What is OpenTelemetry?
OpenTelemetry (OTel), an open-source project under the Cloud Native Computing Foundation (CNCF), is a collection of tools, APIs and SDKs for generating and collecting observability data (mainly trace, metrics and logs) from cloud-native applications. An industry-standard for distributed tracing and observability, OTel enables analyzing application health and performance to ensure production-readiness and support production monitoring. It enables collecting the data in a vendor-agnostic way, and exporting it to any backend of your choice, including APM vendors, databases and other open source backend (e.g., Jaeger and Zipkin).
OTel supports multiple languages: Java, Python, Go, Ruby, C++ and Javascript, among others. In this post, we’ll take a look at how to deploy OTel on your Java service. To support us, we’ll be using Jaeger, a distributed tracing tool for microservices that was originally developed by Uber, as a backend. In the end, we’ll also show how to deploy OpenTelemetry Java with Helios and discuss the added value.
What’s Unique About Java?
Java is one of the most popular programming languages in the world. It enables developers to run their code on any platform that supports the JVM – the java virtual machine. Java code is compiled into bytecode that’s executed by the JVM implementation on each platform. Though Java is the main language that’s compiled into the JVM bytecode, there are several more languages that do so as well like Kotlin, Scala and Clojure.
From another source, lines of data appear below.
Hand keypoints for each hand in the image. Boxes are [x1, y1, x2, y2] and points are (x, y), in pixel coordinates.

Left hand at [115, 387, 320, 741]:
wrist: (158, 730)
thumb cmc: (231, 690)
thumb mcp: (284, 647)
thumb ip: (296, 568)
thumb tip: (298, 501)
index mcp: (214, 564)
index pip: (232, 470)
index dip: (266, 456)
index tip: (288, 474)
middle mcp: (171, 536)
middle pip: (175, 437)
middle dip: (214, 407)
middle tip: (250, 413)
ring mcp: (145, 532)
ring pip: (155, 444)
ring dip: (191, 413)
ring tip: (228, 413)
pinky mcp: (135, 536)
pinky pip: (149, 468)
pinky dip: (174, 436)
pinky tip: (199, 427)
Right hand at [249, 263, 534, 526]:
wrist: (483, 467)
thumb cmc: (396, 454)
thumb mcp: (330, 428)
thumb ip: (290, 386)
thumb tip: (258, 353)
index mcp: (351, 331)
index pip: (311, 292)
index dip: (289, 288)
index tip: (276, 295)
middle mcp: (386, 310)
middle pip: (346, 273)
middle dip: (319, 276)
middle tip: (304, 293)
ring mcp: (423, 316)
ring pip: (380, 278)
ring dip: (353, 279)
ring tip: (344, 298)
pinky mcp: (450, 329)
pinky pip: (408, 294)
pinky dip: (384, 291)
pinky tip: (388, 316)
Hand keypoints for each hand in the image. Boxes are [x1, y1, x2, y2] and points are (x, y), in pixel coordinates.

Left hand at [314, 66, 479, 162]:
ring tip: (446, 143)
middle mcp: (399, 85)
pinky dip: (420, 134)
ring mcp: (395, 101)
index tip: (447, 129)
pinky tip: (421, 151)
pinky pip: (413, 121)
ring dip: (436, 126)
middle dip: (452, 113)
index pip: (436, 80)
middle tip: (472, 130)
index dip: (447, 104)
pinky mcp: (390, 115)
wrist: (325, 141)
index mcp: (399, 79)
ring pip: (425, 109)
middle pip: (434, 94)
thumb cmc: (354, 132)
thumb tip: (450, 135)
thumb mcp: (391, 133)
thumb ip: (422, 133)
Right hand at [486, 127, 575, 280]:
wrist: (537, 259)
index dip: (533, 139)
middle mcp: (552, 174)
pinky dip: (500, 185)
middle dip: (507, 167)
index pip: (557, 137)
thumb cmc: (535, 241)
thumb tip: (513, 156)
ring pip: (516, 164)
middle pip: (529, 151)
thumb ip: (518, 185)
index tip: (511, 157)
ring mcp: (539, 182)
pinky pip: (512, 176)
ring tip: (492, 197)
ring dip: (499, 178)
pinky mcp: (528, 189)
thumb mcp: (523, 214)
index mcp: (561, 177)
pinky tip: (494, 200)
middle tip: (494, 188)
Unlike Node and Python, Java does not enable overriding implementations at runtime by replacing the implementation of functions (i.e., monkey-patching). Java, however, supports a mechanism called the Java agent – enabling dynamic bytecode modification that essentially enables similar capabilities to the ones we have in Node and Python. The Java agent is a separate JAR that’s provided as an argument to the application JAR and performs the instrumentation.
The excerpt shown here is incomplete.